Sublime Forum

Referring to regex capture groups in a plugin

#1

I’m trying to use find_all() and replace() in a plugin, but I can’t seem to find the correct expression to refer back to a capture group within the replacement expression. I’ve tried “\1”, “\1”, “$1”, “$1” and some others - no luck.

Am I a victim of the null intersection of BOOST and Python?

0 Likes

#2

the view.replace API is decoupled from the view.find_all API, in that replace knows nothing about any capture groups as it is designed to be used standalone, not just as a result of regex matches.

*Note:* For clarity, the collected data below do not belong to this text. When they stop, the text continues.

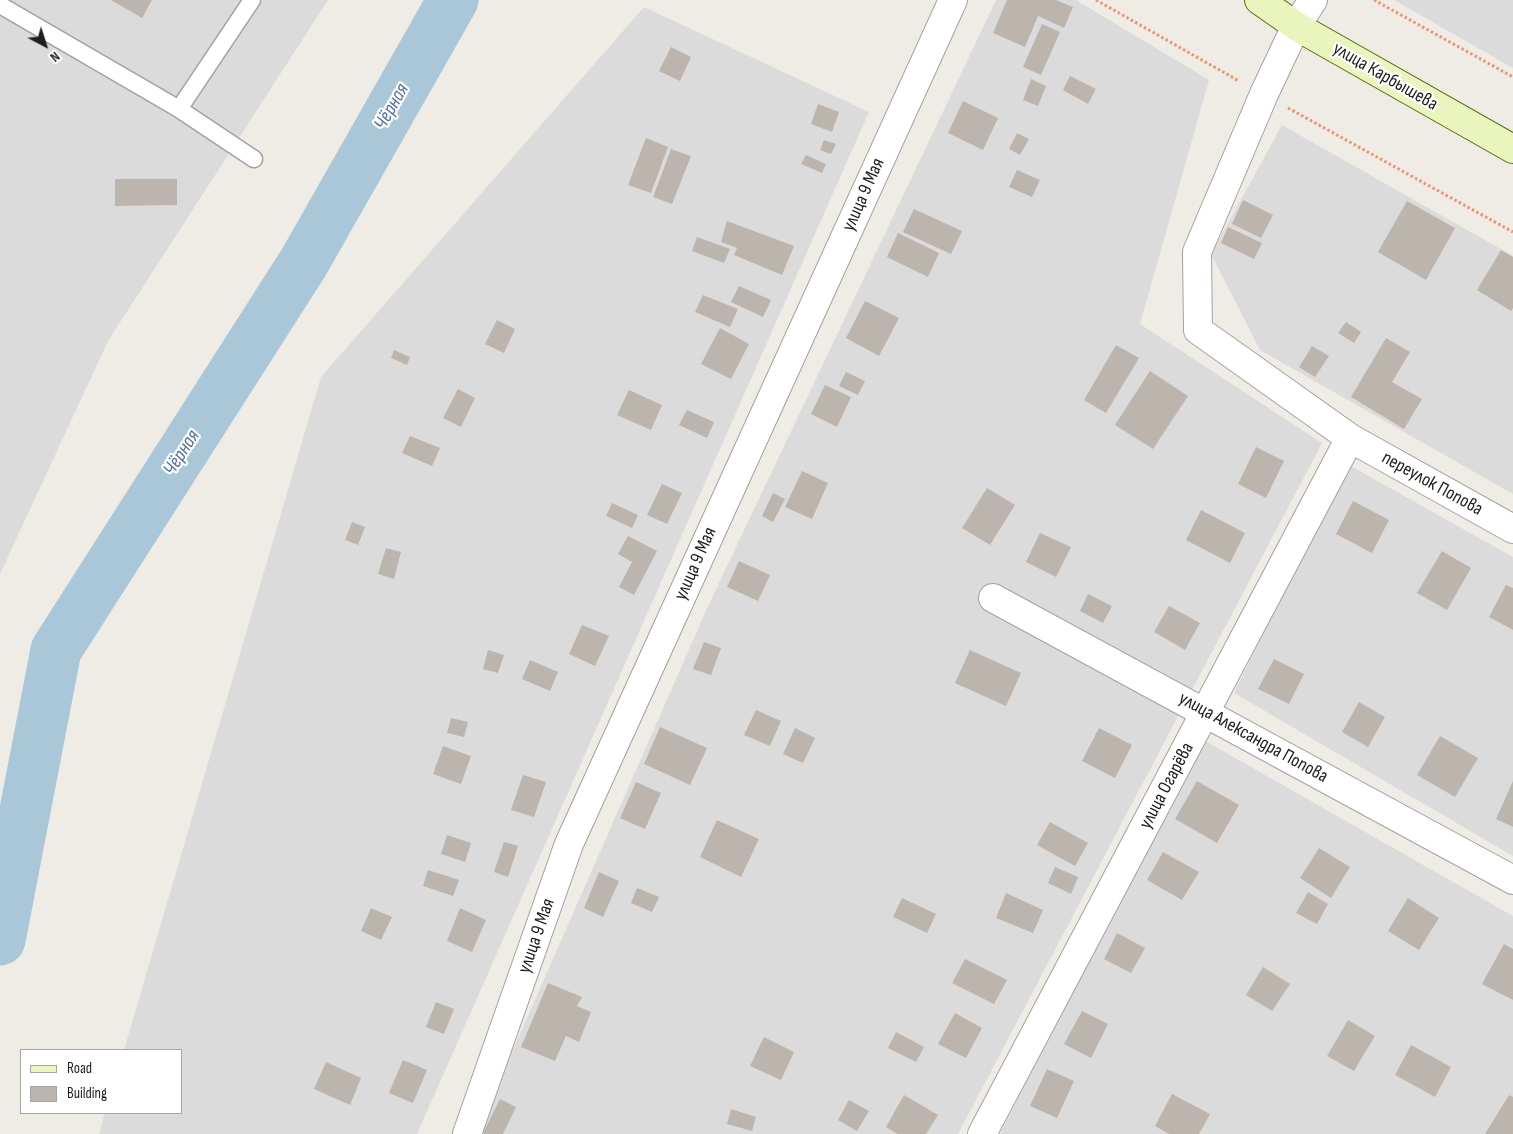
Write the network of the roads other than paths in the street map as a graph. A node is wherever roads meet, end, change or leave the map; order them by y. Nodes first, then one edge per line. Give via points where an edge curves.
1 (252, 0) edge
2 (1259, 0) edge
3 (1313, 0) edge
4 (952, 2) edge
5 (0, 5) edge
6 (1296, 26) junction
7 (179, 109) junction
8 (1513, 149) edge
9 (254, 159) dead end
10 (1350, 438) junction
11 (1513, 530) edge
12 (993, 598) dead end
13 (1206, 712) junction
14 (1513, 880) edge
15 (467, 1134) edge
16 (982, 1134) edge

1 - 7 lane
2 - 6 main road, улица Карбышева
3 - 6 street
4 - 15 street, улица 9 Мая via 569,844
5 - 7 lane
6 - 8 main road, улица Карбышева
6 - 10 street, переулок Попова via 1197,252 1198,330
7 - 9 lane
10 - 11 street, переулок Попова
10 - 13 street, улица Огарёва
12 - 13 street, улица Александра Попова
13 - 14 street, улица Александра Попова
13 - 16 street, улица Огарёва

view.find_all doesn’t expose the capture groups that matched directly, or their positions, but it’s possible to use the format string with $1 etc. to get the text that was captured, though if you have multiple capture groups, you’ll probably want to parse the extractions afterwards.

e.g.

extractions = list()
regions = view.find_all(r'(\w+), (\w+)', 0, '$1\n$2', extractions)
capture_group_contents = [extraction.split('\n') for extraction in extractions]

ofc there are other possible solutions to get the capture group locations, including executing the regex searches multiple times with lookaheads and \K in the relevant places, or using Python’s more limited built-in re module.

btw the docs don’t mention that the format string should be in Perl format and not Boost Extended format

1 Like

#3

As is, find_all and replace work fine, as long as the replacement expression doesn’t involve any regex. I’m lucky: I have only a few dozen possible matches, so I guess I’ll just handle one per line.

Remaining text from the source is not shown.